[Start of Attachment]

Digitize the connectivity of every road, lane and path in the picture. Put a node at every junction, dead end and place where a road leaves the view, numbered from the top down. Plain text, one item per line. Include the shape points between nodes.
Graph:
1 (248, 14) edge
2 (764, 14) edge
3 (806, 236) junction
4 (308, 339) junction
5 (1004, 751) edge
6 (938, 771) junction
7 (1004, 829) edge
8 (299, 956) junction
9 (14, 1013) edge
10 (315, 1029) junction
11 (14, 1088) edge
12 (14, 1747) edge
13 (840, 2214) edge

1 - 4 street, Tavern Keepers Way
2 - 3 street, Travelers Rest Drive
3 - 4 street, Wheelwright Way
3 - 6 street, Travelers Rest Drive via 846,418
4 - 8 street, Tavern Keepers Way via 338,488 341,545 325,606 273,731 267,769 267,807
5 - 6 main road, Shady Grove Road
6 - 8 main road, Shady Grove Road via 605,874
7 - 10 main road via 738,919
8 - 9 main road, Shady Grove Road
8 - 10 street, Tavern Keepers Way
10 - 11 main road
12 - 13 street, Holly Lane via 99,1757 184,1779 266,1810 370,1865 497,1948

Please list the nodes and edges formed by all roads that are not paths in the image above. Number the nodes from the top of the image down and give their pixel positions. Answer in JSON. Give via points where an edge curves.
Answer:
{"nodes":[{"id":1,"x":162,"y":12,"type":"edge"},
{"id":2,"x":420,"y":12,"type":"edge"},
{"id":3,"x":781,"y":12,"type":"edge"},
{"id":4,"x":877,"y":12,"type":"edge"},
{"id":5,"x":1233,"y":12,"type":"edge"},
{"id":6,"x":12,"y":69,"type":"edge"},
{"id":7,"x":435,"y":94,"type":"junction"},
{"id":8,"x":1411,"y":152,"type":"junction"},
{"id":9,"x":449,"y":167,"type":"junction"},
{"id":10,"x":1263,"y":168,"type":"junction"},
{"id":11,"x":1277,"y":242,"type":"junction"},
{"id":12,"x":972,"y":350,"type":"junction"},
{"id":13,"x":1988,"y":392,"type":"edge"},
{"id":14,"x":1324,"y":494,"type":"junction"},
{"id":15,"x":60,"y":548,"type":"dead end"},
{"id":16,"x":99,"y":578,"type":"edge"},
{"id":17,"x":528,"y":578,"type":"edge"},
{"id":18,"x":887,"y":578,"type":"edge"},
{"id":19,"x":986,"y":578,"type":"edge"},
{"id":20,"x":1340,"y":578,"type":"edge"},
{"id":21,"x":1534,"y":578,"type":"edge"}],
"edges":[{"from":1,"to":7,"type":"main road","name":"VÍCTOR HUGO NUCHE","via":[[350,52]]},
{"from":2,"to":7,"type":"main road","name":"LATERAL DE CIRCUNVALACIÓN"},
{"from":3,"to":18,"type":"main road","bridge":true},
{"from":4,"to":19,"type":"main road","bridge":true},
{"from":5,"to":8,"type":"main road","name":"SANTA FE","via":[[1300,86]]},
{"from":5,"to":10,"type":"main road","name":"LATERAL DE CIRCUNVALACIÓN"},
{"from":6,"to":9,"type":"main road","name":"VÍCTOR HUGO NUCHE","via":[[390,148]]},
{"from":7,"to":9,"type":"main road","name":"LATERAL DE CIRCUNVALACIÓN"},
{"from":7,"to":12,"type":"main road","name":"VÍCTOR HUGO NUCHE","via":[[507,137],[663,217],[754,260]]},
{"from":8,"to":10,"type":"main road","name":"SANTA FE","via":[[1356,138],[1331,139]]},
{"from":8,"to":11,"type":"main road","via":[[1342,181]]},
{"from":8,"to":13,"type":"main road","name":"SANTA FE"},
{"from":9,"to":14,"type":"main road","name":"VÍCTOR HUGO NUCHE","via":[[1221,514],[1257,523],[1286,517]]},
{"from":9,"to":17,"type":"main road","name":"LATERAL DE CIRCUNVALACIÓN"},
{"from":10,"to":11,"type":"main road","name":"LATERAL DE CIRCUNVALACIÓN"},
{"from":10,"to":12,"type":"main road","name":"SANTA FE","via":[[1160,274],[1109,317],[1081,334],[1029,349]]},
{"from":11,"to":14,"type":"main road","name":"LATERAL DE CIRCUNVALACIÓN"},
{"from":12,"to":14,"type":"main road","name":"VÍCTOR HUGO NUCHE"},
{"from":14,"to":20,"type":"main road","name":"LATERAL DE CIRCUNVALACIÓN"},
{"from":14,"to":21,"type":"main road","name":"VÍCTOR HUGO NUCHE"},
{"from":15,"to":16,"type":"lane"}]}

[End of Attachment]

▶ _Activity_:
In the listing above, how many lines include the string "CIRCUNVALACIÓN"? Say only the number.

▶ _Answer for this exercise_:
7